=== WHAT TO PRODUCE ===
Count every line in the entries below that contains the word "paths", and give only that number.

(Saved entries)
>>>>
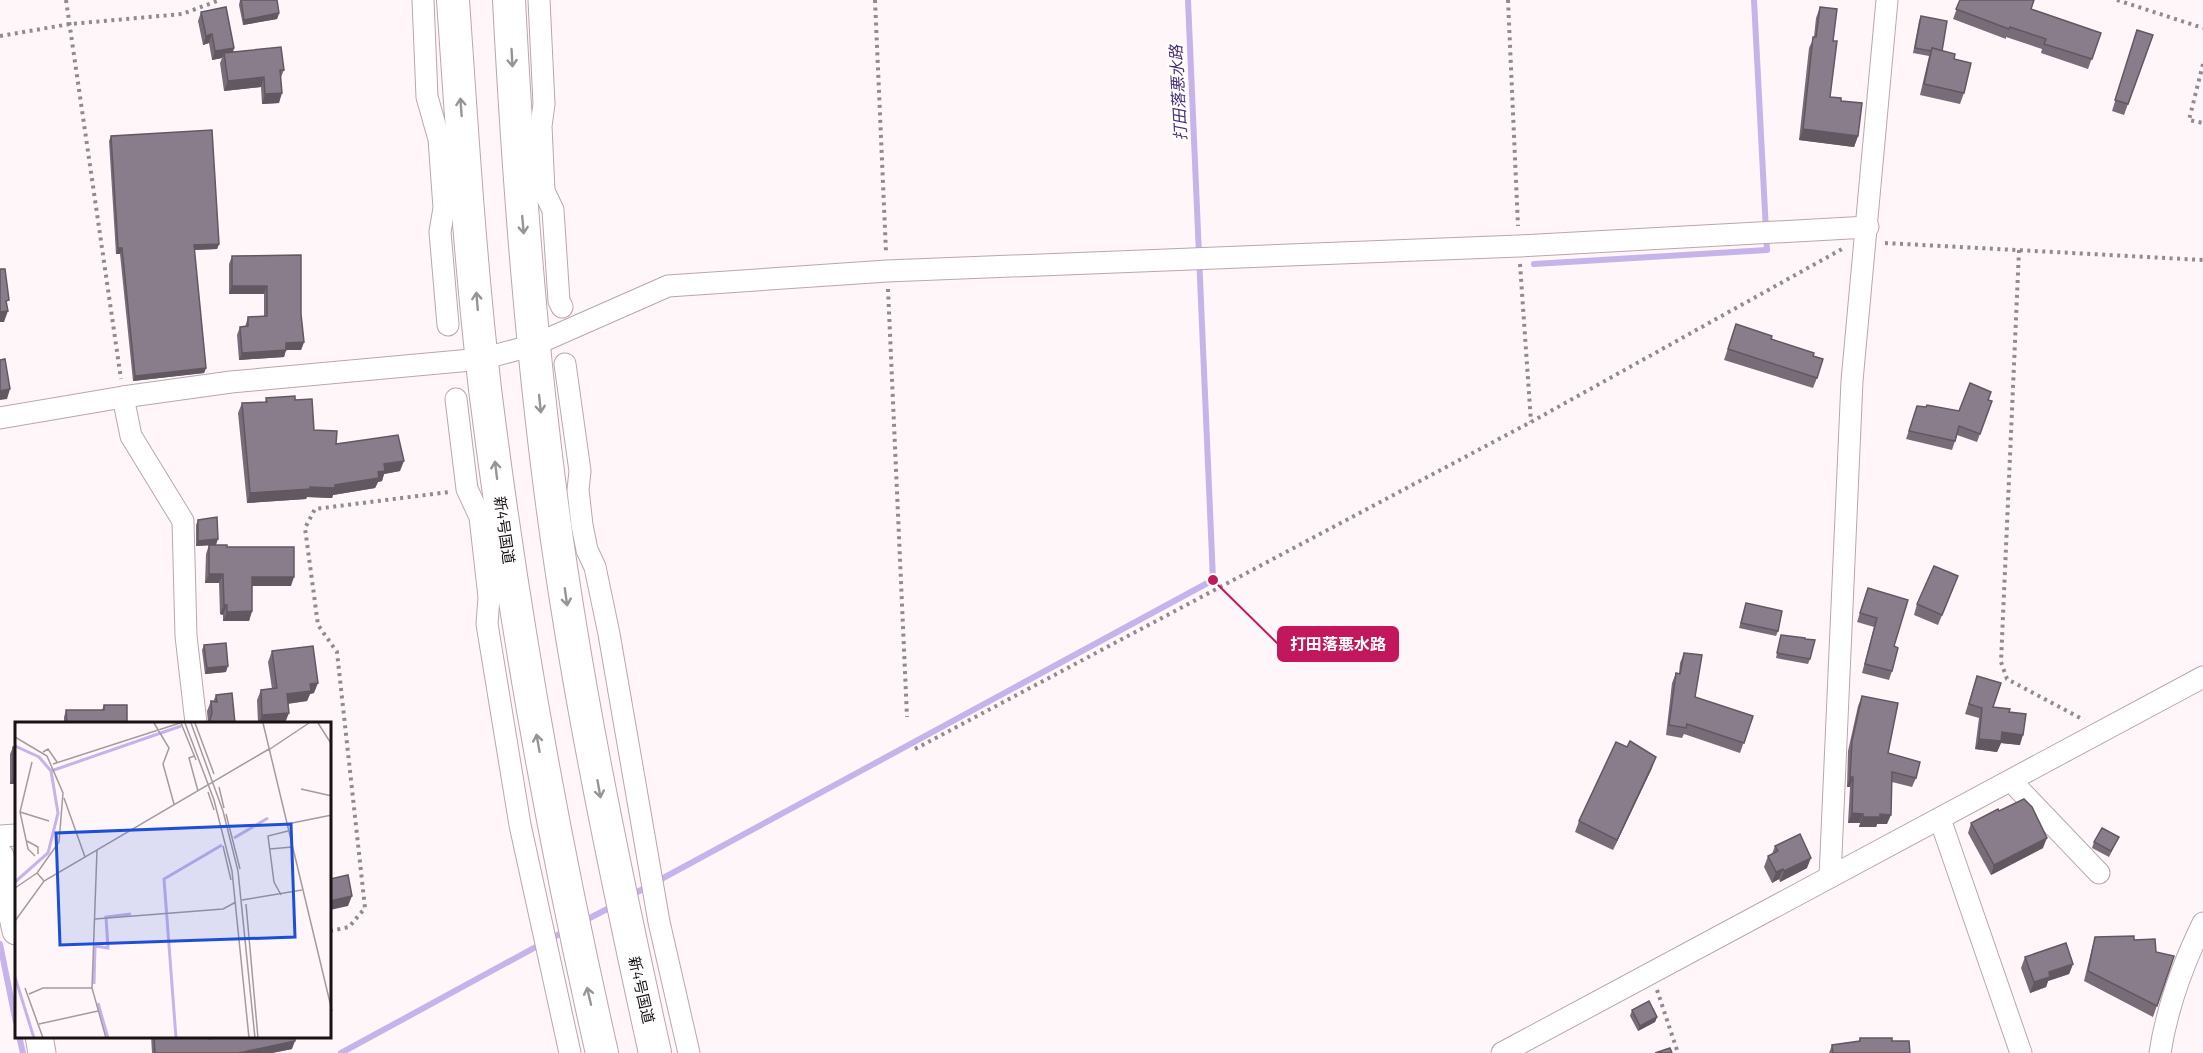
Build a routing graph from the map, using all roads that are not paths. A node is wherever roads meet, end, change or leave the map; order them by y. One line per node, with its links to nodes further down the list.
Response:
1 (423, 0): 7 (street)
2 (453, 0): 7 (highway, 新4号国道, one-way to 2)
3 (509, 0): 6 (highway, 新4号国道, one-way to 6)
4 (539, 0): 6 (street)
5 (1887, 0): 8 (street)
6 (530, 165): 9 (street); 11 (highway, 新4号国道, one-way to 11)
7 (453, 174): 10 (street); 12 (highway, 新4号国道, one-way to 7)
8 (1867, 235): 11 (street); 25 (street)
9 (562, 307)
10 (448, 325)
11 (534, 345): 12 (street); 17 (highway, 新4号国道, one-way to 17)
12 (482, 359): 14 (street); 18 (highway, 新4号国道, one-way to 12)
13 (565, 364): 17 (street)
14 (123, 397): 16 (street); 20 (street)
15 (456, 399): 18 (street)
16 (0, 418)
17 (569, 527): 32 (highway, 新4号国道, one-way to 32); 33 (street)
18 (495, 550): 30 (street); 31 (highway, 新4号国道, one-way to 18)
19 (2203, 676): 21 (street)
20 (196, 722)
21 (2010, 781): 22 (street); 24 (street)
22 (1940, 819): 25 (street); 35 (street)
23 (0, 856): 27 (main road)
24 (2099, 873)
25 (1830, 877): 34 (street)
26 (2203, 923): 36 (street)
27 (15, 926)
28 (39, 1038): 29 (main road)
29 (42, 1053)
30 (570, 1053)
31 (602, 1053)
32 (655, 1053)
33 (689, 1053)
34 (1502, 1053)
35 (2021, 1053)
36 (2160, 1053)

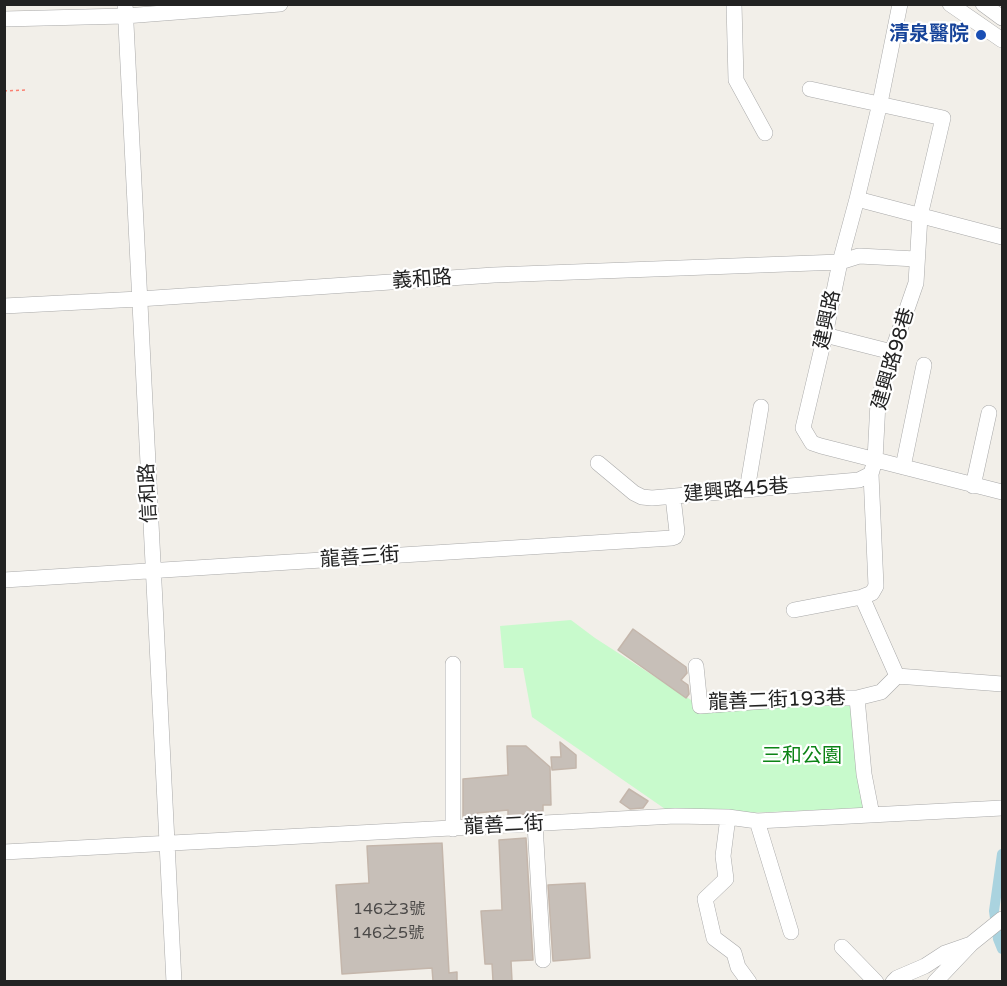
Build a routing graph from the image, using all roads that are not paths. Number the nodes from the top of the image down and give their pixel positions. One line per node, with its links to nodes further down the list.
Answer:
1 (280, 4): 6 (street)
2 (734, 4): 13 (street)
3 (900, 4): 12 (street, 建興路)
4 (950, 4): 10 (street)
5 (983, 4): 8 (street)
6 (125, 10): 7 (street); 19 (street, 信和路)
7 (70, 11): 9 (street)
8 (1002, 18)
9 (4, 19)
10 (1002, 40)
11 (810, 89): 12 (street)
12 (880, 103): 14 (street, 建興路); 15 (street, 建興路98巷)
13 (765, 133)
14 (857, 199): 15 (street); 18 (street, 建興路)
15 (920, 216): 16 (street); 17 (street, 建興路98巷)
16 (1002, 237)
17 (916, 259): 18 (street); 22 (street, 建興路98巷)
18 (840, 262): 19 (street, 義和路); 21 (street, 建興路)
19 (139, 299): 20 (street, 義和路); 33 (street, 信和路)
20 (4, 306)
21 (825, 335): 22 (street); 27 (street, 建興路)
22 (892, 351): 27 (street, 建興路98巷)
23 (924, 364): 28 (street)
24 (761, 407): 30 (street)
25 (989, 413): 29 (street)
26 (598, 463): 32 (street, 建興路45巷)
27 (873, 467): 28 (street, 建興路); 30 (street, 建興路45巷); 35 (street)
28 (903, 467): 29 (street, 建興路)
29 (973, 486): 31 (street, 建興路)
30 (747, 490): 32 (street, 建興路45巷)
31 (1002, 492)
32 (673, 497): 33 (street, 龍善三街)
33 (153, 571): 34 (street, 龍善三街); 48 (street, 信和路)
34 (4, 580)
35 (862, 597): 36 (street); 39 (street)
36 (794, 610)
37 (453, 664): 47 (street)
38 (696, 666): 41 (street, 龍善二街193巷)
39 (897, 676): 40 (street); 41 (street, 龍善二街193巷)
40 (1002, 684)
41 (857, 698): 43 (street, 龍善二街193巷)
42 (1002, 808): 43 (street, 龍善二街)
43 (872, 815): 45 (street, 龍善二街)
44 (728, 817): 45 (street, 龍善二街); 46 (street, 龍善二街); 56 (street)
45 (757, 821): 51 (street)
46 (535, 824): 47 (street, 龍善二街); 54 (street)
47 (453, 829): 48 (street, 龍善二街)
48 (167, 843): 49 (street, 龍善二街); 55 (street, 信和路)
49 (4, 852)
50 (999, 922): 52 (street)
51 (792, 932)
52 (971, 944): 58 (street); 59 (street)
53 (842, 947): 57 (street)
54 (543, 960)
55 (174, 981)
56 (749, 981)
57 (876, 981)
58 (893, 981)
59 (935, 981)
<<<<
=== SOLUTION TO THE EXERCISE ===
2